#### Records for the exercise
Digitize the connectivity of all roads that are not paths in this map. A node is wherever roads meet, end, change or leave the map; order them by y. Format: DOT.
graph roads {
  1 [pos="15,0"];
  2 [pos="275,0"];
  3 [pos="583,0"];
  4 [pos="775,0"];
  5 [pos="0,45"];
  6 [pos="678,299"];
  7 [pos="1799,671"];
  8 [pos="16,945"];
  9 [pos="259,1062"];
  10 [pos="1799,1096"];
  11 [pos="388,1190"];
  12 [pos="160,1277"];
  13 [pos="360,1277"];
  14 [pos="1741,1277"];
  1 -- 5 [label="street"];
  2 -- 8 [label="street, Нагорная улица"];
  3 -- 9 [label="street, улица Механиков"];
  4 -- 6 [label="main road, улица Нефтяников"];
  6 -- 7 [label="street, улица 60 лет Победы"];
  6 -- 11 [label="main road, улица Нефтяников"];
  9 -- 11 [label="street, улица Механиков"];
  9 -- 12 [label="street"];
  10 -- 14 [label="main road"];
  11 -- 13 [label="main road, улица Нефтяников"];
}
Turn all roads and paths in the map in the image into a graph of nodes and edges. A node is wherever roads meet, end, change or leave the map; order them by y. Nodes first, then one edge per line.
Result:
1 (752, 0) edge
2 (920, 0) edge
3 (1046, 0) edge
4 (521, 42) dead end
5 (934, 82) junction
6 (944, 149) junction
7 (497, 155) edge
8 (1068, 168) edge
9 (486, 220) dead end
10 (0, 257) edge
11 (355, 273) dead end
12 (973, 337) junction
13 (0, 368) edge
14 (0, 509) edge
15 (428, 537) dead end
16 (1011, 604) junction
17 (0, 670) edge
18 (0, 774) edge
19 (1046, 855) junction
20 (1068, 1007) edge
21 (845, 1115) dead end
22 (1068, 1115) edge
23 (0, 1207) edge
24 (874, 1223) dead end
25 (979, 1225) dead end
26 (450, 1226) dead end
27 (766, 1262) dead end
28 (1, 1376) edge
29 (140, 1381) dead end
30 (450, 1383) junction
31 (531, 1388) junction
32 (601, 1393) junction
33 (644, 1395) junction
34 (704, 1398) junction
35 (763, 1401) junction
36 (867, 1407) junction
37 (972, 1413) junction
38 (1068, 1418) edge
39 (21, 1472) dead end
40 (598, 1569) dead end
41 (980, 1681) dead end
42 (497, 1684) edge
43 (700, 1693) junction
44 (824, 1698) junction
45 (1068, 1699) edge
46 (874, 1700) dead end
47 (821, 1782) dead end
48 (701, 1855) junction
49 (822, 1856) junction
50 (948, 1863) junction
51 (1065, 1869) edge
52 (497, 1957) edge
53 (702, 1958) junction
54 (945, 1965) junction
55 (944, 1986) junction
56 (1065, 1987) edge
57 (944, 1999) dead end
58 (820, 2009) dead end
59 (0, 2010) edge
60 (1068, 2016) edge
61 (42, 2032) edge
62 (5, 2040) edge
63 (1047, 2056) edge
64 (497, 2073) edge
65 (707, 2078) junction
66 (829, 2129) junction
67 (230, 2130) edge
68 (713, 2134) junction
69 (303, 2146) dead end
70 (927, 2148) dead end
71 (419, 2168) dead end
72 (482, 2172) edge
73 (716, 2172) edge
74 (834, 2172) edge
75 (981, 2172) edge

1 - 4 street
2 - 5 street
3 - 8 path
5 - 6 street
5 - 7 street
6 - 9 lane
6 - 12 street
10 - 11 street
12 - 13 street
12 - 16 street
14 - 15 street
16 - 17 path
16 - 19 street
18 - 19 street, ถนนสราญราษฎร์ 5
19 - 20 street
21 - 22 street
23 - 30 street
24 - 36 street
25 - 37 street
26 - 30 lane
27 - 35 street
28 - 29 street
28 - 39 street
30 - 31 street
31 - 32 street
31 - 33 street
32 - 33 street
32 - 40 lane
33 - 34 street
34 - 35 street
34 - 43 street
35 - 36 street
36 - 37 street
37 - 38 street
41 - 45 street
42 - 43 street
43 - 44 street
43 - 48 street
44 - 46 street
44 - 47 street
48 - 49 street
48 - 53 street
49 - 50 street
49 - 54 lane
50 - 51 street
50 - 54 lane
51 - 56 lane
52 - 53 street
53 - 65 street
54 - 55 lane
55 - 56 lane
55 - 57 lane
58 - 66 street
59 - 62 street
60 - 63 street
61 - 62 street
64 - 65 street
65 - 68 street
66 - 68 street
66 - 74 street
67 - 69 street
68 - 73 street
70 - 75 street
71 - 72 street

#### Problem requirements
Whatever appears in the data above should be set down again exactly.

#### Solution
Digitize the connectivity of all roads that are not paths in this map. A node is wherever roads meet, end, change or leave the map; order them by y. Format: DOT.
graph roads {
  1 [pos="15,0"];
  2 [pos="275,0"];
  3 [pos="583,0"];
  4 [pos="775,0"];
  5 [pos="0,45"];
  6 [pos="678,299"];
  7 [pos="1799,671"];
  8 [pos="16,945"];
  9 [pos="259,1062"];
  10 [pos="1799,1096"];
  11 [pos="388,1190"];
  12 [pos="160,1277"];
  13 [pos="360,1277"];
  14 [pos="1741,1277"];
  1 -- 5 [label="street"];
  2 -- 8 [label="street, Нагорная улица"];
  3 -- 9 [label="street, улица Механиков"];
  4 -- 6 [label="main road, улица Нефтяников"];
  6 -- 7 [label="street, улица 60 лет Победы"];
  6 -- 11 [label="main road, улица Нефтяников"];
  9 -- 11 [label="street, улица Механиков"];
  9 -- 12 [label="street"];
  10 -- 14 [label="main road"];
  11 -- 13 [label="main road, улица Нефтяников"];
}
Turn all roads and paths in the map in the image into a graph of nodes and edges. A node is wherever roads meet, end, change or leave the map; order them by y. Nodes first, then one edge per line.
Result:
1 (752, 0) edge
2 (920, 0) edge
3 (1046, 0) edge
4 (521, 42) dead end
5 (934, 82) junction
6 (944, 149) junction
7 (497, 155) edge
8 (1068, 168) edge
9 (486, 220) dead end
10 (0, 257) edge
11 (355, 273) dead end
12 (973, 337) junction
13 (0, 368) edge
14 (0, 509) edge
15 (428, 537) dead end
16 (1011, 604) junction
17 (0, 670) edge
18 (0, 774) edge
19 (1046, 855) junction
20 (1068, 1007) edge
21 (845, 1115) dead end
22 (1068, 1115) edge
23 (0, 1207) edge
24 (874, 1223) dead end
25 (979, 1225) dead end
26 (450, 1226) dead end
27 (766, 1262) dead end
28 (1, 1376) edge
29 (140, 1381) dead end
30 (450, 1383) junction
31 (531, 1388) junction
32 (601, 1393) junction
33 (644, 1395) junction
34 (704, 1398) junction
35 (763, 1401) junction
36 (867, 1407) junction
37 (972, 1413) junction
38 (1068, 1418) edge
39 (21, 1472) dead end
40 (598, 1569) dead end
41 (980, 1681) dead end
42 (497, 1684) edge
43 (700, 1693) junction
44 (824, 1698) junction
45 (1068, 1699) edge
46 (874, 1700) dead end
47 (821, 1782) dead end
48 (701, 1855) junction
49 (822, 1856) junction
50 (948, 1863) junction
51 (1065, 1869) edge
52 (497, 1957) edge
53 (702, 1958) junction
54 (945, 1965) junction
55 (944, 1986) junction
56 (1065, 1987) edge
57 (944, 1999) dead end
58 (820, 2009) dead end
59 (0, 2010) edge
60 (1068, 2016) edge
61 (42, 2032) edge
62 (5, 2040) edge
63 (1047, 2056) edge
64 (497, 2073) edge
65 (707, 2078) junction
66 (829, 2129) junction
67 (230, 2130) edge
68 (713, 2134) junction
69 (303, 2146) dead end
70 (927, 2148) dead end
71 (419, 2168) dead end
72 (482, 2172) edge
73 (716, 2172) edge
74 (834, 2172) edge
75 (981, 2172) edge

1 - 4 street
2 - 5 street
3 - 8 path
5 - 6 street
5 - 7 street
6 - 9 lane
6 - 12 street
10 - 11 street
12 - 13 street
12 - 16 street
14 - 15 street
16 - 17 path
16 - 19 street
18 - 19 street, ถนนสราญราษฎร์ 5
19 - 20 street
21 - 22 street
23 - 30 street
24 - 36 street
25 - 37 street
26 - 30 lane
27 - 35 street
28 - 29 street
28 - 39 street
30 - 31 street
31 - 32 street
31 - 33 street
32 - 33 street
32 - 40 lane
33 - 34 street
34 - 35 street
34 - 43 street
35 - 36 street
36 - 37 street
37 - 38 street
41 - 45 street
42 - 43 street
43 - 44 street
43 - 48 street
44 - 46 street
44 - 47 street
48 - 49 street
48 - 53 street
49 - 50 street
49 - 54 lane
50 - 51 street
50 - 54 lane
51 - 56 lane
52 - 53 street
53 - 65 street
54 - 55 lane
55 - 56 lane
55 - 57 lane
58 - 66 street
59 - 62 street
60 - 63 street
61 - 62 street
64 - 65 street
65 - 68 street
66 - 68 street
66 - 74 street
67 - 69 street
68 - 73 street
70 - 75 street
71 - 72 street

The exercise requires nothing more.